▼

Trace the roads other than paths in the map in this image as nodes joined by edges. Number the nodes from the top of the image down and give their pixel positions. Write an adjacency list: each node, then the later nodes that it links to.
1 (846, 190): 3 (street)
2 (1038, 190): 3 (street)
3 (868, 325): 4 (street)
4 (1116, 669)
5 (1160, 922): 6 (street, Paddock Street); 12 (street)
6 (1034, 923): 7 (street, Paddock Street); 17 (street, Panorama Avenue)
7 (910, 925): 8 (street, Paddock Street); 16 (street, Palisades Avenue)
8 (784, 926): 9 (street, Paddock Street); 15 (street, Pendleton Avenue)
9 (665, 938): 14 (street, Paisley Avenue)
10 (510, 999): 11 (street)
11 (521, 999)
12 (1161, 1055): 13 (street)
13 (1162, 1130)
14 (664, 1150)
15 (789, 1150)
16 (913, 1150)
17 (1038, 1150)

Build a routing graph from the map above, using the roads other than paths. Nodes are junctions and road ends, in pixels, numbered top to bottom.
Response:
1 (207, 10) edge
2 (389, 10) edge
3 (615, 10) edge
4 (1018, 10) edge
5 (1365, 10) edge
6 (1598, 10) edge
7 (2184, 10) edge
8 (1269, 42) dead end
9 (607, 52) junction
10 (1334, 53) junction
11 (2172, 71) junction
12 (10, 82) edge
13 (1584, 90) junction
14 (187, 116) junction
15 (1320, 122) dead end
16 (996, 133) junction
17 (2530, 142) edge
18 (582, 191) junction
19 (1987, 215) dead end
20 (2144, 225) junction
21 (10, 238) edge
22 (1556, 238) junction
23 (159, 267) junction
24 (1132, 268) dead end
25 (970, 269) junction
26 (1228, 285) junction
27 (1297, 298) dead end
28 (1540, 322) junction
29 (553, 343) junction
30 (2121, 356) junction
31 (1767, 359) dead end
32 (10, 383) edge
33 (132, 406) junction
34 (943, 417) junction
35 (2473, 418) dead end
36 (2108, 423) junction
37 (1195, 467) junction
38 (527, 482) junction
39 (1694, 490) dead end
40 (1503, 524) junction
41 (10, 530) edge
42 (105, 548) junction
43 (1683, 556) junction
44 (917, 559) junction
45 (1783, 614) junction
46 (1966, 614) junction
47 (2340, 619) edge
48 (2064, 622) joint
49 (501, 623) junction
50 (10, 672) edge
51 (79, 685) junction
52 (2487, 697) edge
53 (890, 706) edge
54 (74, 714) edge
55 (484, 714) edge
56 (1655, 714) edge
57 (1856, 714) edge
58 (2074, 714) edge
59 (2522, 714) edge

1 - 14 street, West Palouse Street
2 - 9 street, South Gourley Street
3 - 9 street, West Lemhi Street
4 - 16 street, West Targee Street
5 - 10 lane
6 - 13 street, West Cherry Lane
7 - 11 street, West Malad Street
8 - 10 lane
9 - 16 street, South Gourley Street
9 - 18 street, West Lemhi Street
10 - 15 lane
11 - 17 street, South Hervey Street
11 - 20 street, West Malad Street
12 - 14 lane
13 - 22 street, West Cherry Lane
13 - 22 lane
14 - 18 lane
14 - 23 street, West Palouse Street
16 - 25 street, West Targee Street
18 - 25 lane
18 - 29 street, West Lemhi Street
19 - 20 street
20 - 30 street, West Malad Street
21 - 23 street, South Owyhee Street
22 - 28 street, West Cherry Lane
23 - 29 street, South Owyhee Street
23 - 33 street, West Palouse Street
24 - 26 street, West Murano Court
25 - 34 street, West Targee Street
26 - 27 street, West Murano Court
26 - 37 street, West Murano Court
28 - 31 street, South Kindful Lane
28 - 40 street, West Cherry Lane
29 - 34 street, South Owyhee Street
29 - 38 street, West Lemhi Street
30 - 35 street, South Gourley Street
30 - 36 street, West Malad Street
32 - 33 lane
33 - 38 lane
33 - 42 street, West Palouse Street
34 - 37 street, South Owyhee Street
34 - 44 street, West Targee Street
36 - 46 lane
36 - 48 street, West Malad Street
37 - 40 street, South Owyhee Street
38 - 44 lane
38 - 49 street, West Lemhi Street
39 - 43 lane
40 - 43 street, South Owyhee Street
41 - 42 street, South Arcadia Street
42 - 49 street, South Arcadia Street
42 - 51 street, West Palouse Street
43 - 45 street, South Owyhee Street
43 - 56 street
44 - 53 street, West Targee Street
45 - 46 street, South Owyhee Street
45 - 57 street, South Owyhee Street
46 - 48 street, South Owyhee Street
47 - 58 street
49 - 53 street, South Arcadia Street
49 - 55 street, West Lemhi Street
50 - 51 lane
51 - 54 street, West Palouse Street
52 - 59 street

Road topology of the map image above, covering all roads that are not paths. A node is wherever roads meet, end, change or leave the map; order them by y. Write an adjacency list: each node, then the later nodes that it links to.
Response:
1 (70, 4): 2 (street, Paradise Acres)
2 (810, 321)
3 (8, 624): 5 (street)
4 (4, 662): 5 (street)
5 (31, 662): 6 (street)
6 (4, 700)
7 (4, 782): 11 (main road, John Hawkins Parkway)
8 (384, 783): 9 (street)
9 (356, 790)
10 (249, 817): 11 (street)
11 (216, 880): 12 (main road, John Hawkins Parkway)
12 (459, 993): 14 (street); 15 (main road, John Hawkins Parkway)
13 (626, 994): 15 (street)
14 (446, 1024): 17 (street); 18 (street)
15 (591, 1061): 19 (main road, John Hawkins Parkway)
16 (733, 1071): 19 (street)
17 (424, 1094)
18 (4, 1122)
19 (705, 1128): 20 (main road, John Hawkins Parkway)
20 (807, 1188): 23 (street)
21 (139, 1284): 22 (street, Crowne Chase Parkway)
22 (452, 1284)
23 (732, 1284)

▲

### EXERCISE GOAL
Transcribe the listing above verbatim.

### WORKED SOLUTION
Trace the roads other than paths in the map in this image as nodes joined by edges. Number the nodes from the top of the image down and give their pixel positions. Write an adjacency list: each node, then the later nodes that it links to.
1 (846, 190): 3 (street)
2 (1038, 190): 3 (street)
3 (868, 325): 4 (street)
4 (1116, 669)
5 (1160, 922): 6 (street, Paddock Street); 12 (street)
6 (1034, 923): 7 (street, Paddock Street); 17 (street, Panorama Avenue)
7 (910, 925): 8 (street, Paddock Street); 16 (street, Palisades Avenue)
8 (784, 926): 9 (street, Paddock Street); 15 (street, Pendleton Avenue)
9 (665, 938): 14 (street, Paisley Avenue)
10 (510, 999): 11 (street)
11 (521, 999)
12 (1161, 1055): 13 (street)
13 (1162, 1130)
14 (664, 1150)
15 (789, 1150)
16 (913, 1150)
17 (1038, 1150)

Build a routing graph from the map above, using the roads other than paths. Nodes are junctions and road ends, in pixels, numbered top to bottom.
Response:
1 (207, 10) edge
2 (389, 10) edge
3 (615, 10) edge
4 (1018, 10) edge
5 (1365, 10) edge
6 (1598, 10) edge
7 (2184, 10) edge
8 (1269, 42) dead end
9 (607, 52) junction
10 (1334, 53) junction
11 (2172, 71) junction
12 (10, 82) edge
13 (1584, 90) junction
14 (187, 116) junction
15 (1320, 122) dead end
16 (996, 133) junction
17 (2530, 142) edge
18 (582, 191) junction
19 (1987, 215) dead end
20 (2144, 225) junction
21 (10, 238) edge
22 (1556, 238) junction
23 (159, 267) junction
24 (1132, 268) dead end
25 (970, 269) junction
26 (1228, 285) junction
27 (1297, 298) dead end
28 (1540, 322) junction
29 (553, 343) junction
30 (2121, 356) junction
31 (1767, 359) dead end
32 (10, 383) edge
33 (132, 406) junction
34 (943, 417) junction
35 (2473, 418) dead end
36 (2108, 423) junction
37 (1195, 467) junction
38 (527, 482) junction
39 (1694, 490) dead end
40 (1503, 524) junction
41 (10, 530) edge
42 (105, 548) junction
43 (1683, 556) junction
44 (917, 559) junction
45 (1783, 614) junction
46 (1966, 614) junction
47 (2340, 619) edge
48 (2064, 622) joint
49 (501, 623) junction
50 (10, 672) edge
51 (79, 685) junction
52 (2487, 697) edge
53 (890, 706) edge
54 (74, 714) edge
55 (484, 714) edge
56 (1655, 714) edge
57 (1856, 714) edge
58 (2074, 714) edge
59 (2522, 714) edge

1 - 14 street, West Palouse Street
2 - 9 street, South Gourley Street
3 - 9 street, West Lemhi Street
4 - 16 street, West Targee Street
5 - 10 lane
6 - 13 street, West Cherry Lane
7 - 11 street, West Malad Street
8 - 10 lane
9 - 16 street, South Gourley Street
9 - 18 street, West Lemhi Street
10 - 15 lane
11 - 17 street, South Hervey Street
11 - 20 street, West Malad Street
12 - 14 lane
13 - 22 street, West Cherry Lane
13 - 22 lane
14 - 18 lane
14 - 23 street, West Palouse Street
16 - 25 street, West Targee Street
18 - 25 lane
18 - 29 street, West Lemhi Street
19 - 20 street
20 - 30 street, West Malad Street
21 - 23 street, South Owyhee Street
22 - 28 street, West Cherry Lane
23 - 29 street, South Owyhee Street
23 - 33 street, West Palouse Street
24 - 26 street, West Murano Court
25 - 34 street, West Targee Street
26 - 27 street, West Murano Court
26 - 37 street, West Murano Court
28 - 31 street, South Kindful Lane
28 - 40 street, West Cherry Lane
29 - 34 street, South Owyhee Street
29 - 38 street, West Lemhi Street
30 - 35 street, South Gourley Street
30 - 36 street, West Malad Street
32 - 33 lane
33 - 38 lane
33 - 42 street, West Palouse Street
34 - 37 street, South Owyhee Street
34 - 44 street, West Targee Street
36 - 46 lane
36 - 48 street, West Malad Street
37 - 40 street, South Owyhee Street
38 - 44 lane
38 - 49 street, West Lemhi Street
39 - 43 lane
40 - 43 street, South Owyhee Street
41 - 42 street, South Arcadia Street
42 - 49 street, South Arcadia Street
42 - 51 street, West Palouse Street
43 - 45 street, South Owyhee Street
43 - 56 street
44 - 53 street, West Targee Street
45 - 46 street, South Owyhee Street
45 - 57 street, South Owyhee Street
46 - 48 street, South Owyhee Street
47 - 58 street
49 - 53 street, South Arcadia Street
49 - 55 street, West Lemhi Street
50 - 51 lane
51 - 54 street, West Palouse Street
52 - 59 street

Road topology of the map image above, covering all roads that are not paths. A node is wherever roads meet, end, change or leave the map; order them by y. Write an adjacency list: each node, then the later nodes that it links to.
Response:
1 (70, 4): 2 (street, Paradise Acres)
2 (810, 321)
3 (8, 624): 5 (street)
4 (4, 662): 5 (street)
5 (31, 662): 6 (street)
6 (4, 700)
7 (4, 782): 11 (main road, John Hawkins Parkway)
8 (384, 783): 9 (street)
9 (356, 790)
10 (249, 817): 11 (street)
11 (216, 880): 12 (main road, John Hawkins Parkway)
12 (459, 993): 14 (street); 15 (main road, John Hawkins Parkway)
13 (626, 994): 15 (street)
14 (446, 1024): 17 (street); 18 (street)
15 (591, 1061): 19 (main road, John Hawkins Parkway)
16 (733, 1071): 19 (street)
17 (424, 1094)
18 (4, 1122)
19 (705, 1128): 20 (main road, John Hawkins Parkway)
20 (807, 1188): 23 (street)
21 (139, 1284): 22 (street, Crowne Chase Parkway)
22 (452, 1284)
23 (732, 1284)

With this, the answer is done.